Given records:
-- Opening Marker --
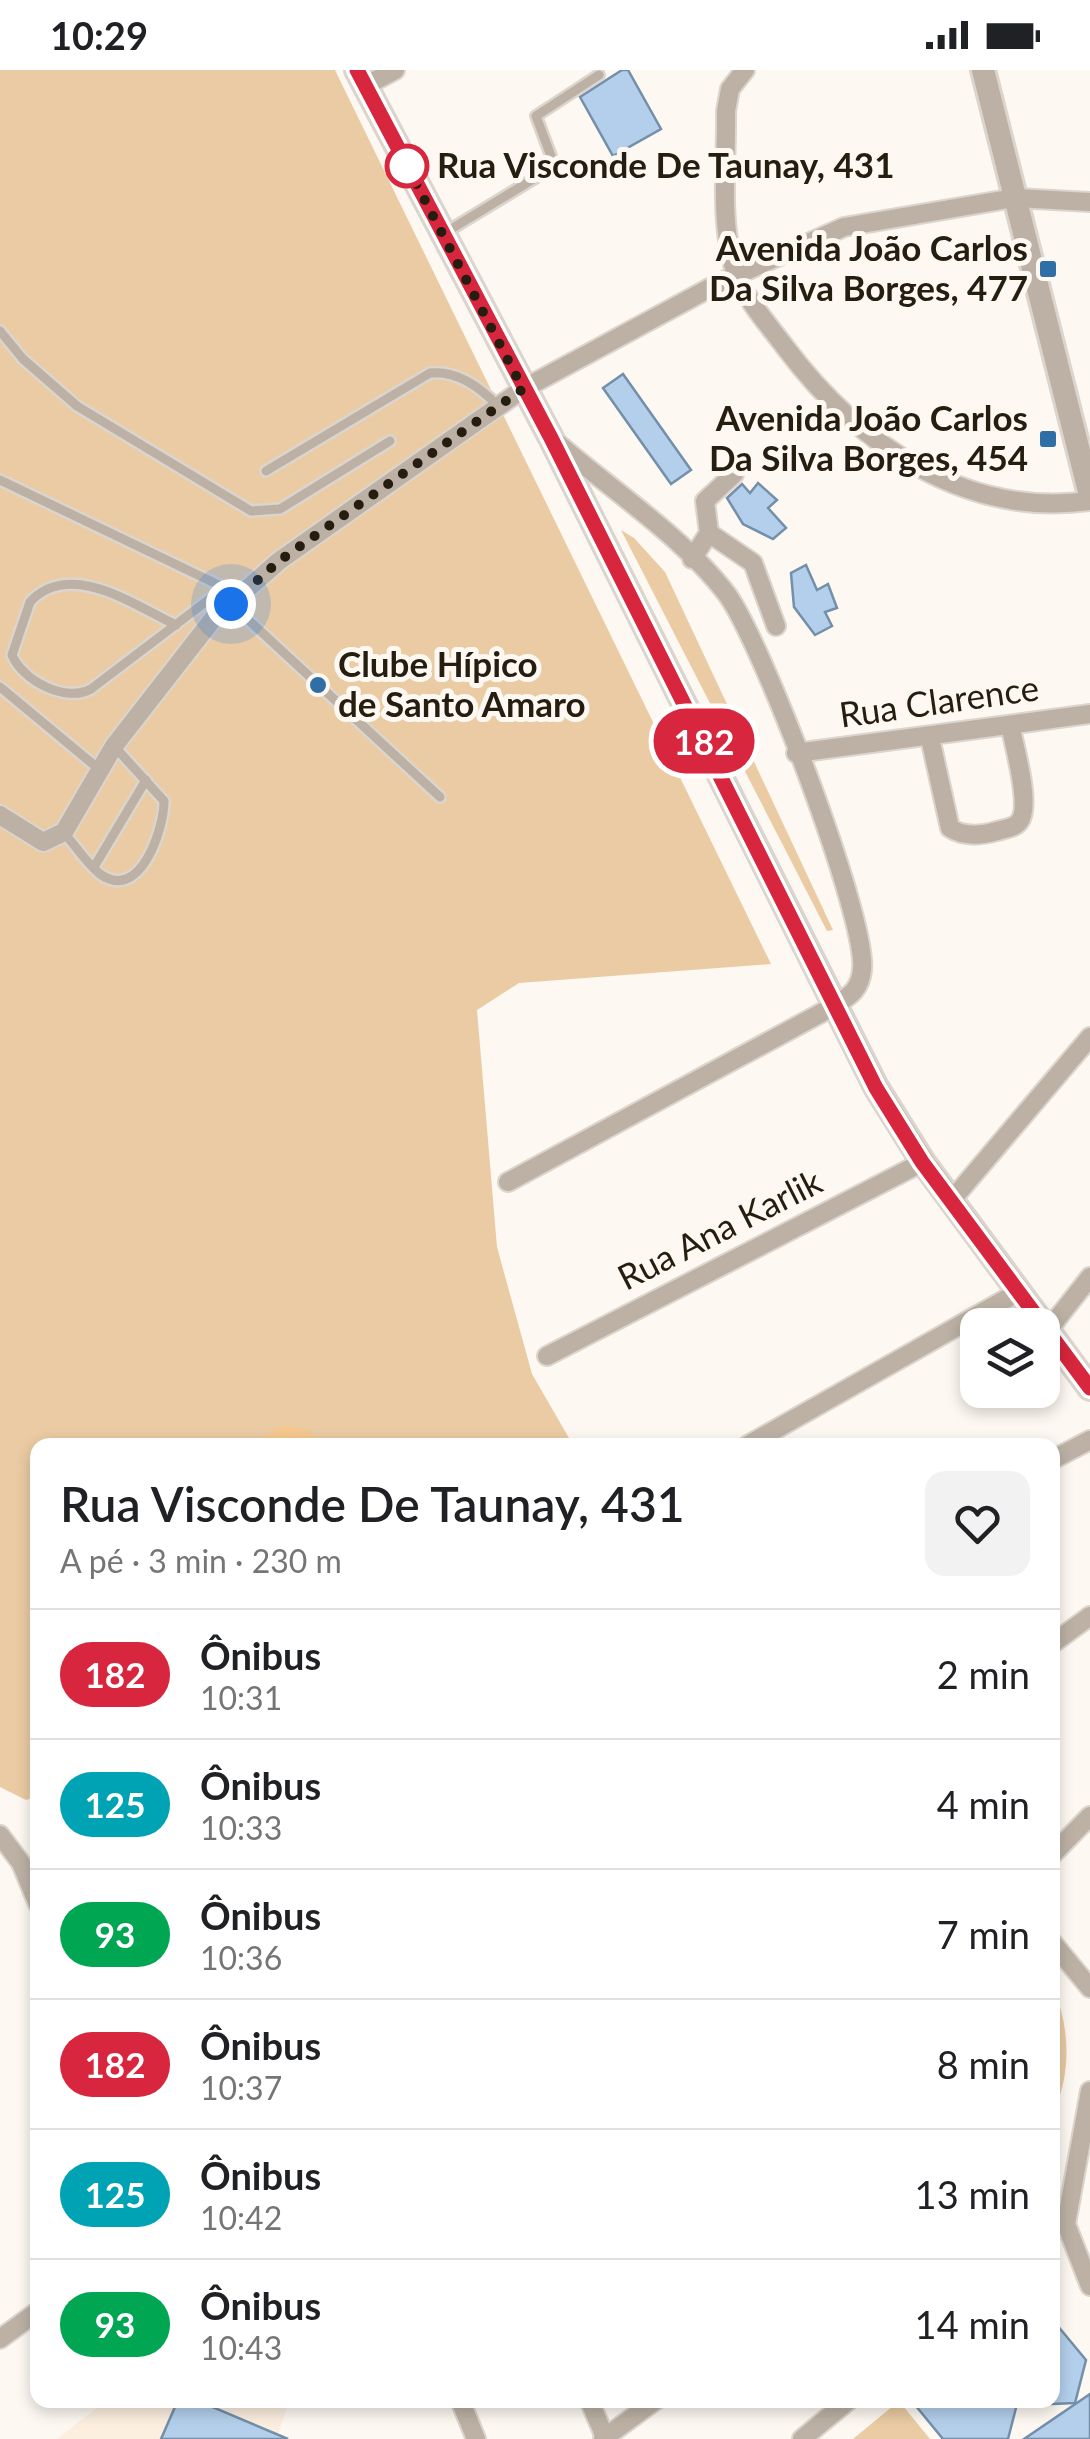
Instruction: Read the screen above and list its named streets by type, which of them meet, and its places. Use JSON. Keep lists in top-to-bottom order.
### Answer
{
  "streets": {
    "street": ["Rua Clarence", "Rua Ana Karlik"]
  },
  "places": {
    "other": ["Rua Visconde De Taunay, 431", "Clube Hípico de Santo Amaro"],
    "transit": ["Avenida João Carlos Da Silva Borges, 477", "Avenida João Carlos Da Silva Borges, 454"]
  },
  "lines": ["bus line 182"],
  "page": {
    "status": "10:29",
    "on_map": "182",
    "heading": ["Rua Visconde De Taunay, 431", "A pé · 3 min · 230 m"],
    "list": [
      {
        "mark": "182",
        "name": "Ônibus",
        "note": "10:31",
        "value": "2 min"
      },
      {
        "mark": "125",
        "name": "Ônibus",
        "note": "10:33",
        "value": "4 min"
      },
      {
        "mark": "93",
        "name": "Ônibus",
        "note": "10:36",
        "value": "7 min"
      },
      {
        "mark": "182",
        "name": "Ônibus",
        "note": "10:37",
        "value": "8 min"
      },
      {
        "mark": "125",
        "name": "Ônibus",
        "note": "10:42",
        "value": "13 min"
      },
      {
        "mark": "93",
        "name": "Ônibus",
        "note": "10:43",
        "value": "14 min"
      }
    ]
  }
}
-- Closing Marker --
All of the records above must be copied exactly, except for the pictures.

Instruction: Read the screen above and list its named streets by type, which of them meet, and its places. Use JSON. Keep lists in top-to-bottom order.
### Answer
{
  "streets": {
    "street": ["Rua Clarence", "Rua Ana Karlik"]
  },
  "places": {
    "other": ["Rua Visconde De Taunay, 431", "Clube Hípico de Santo Amaro"],
    "transit": ["Avenida João Carlos Da Silva Borges, 477", "Avenida João Carlos Da Silva Borges, 454"]
  },
  "lines": ["bus line 182"],
  "page": {
    "status": "10:29",
    "on_map": "182",
    "heading": ["Rua Visconde De Taunay, 431", "A pé · 3 min · 230 m"],
    "list": [
      {
        "mark": "182",
        "name": "Ônibus",
        "note": "10:31",
        "value": "2 min"
      },
      {
        "mark": "125",
        "name": "Ônibus",
        "note": "10:33",
        "value": "4 min"
      },
      {
        "mark": "93",
        "name": "Ônibus",
        "note": "10:36",
        "value": "7 min"
      },
      {
        "mark": "182",
        "name": "Ônibus",
        "note": "10:37",
        "value": "8 min"
      },
      {
        "mark": "125",
        "name": "Ônibus",
        "note": "10:42",
        "value": "13 min"
      },
      {
        "mark": "93",
        "name": "Ônibus",
        "note": "10:43",
        "value": "14 min"
      }
    ]
  }
}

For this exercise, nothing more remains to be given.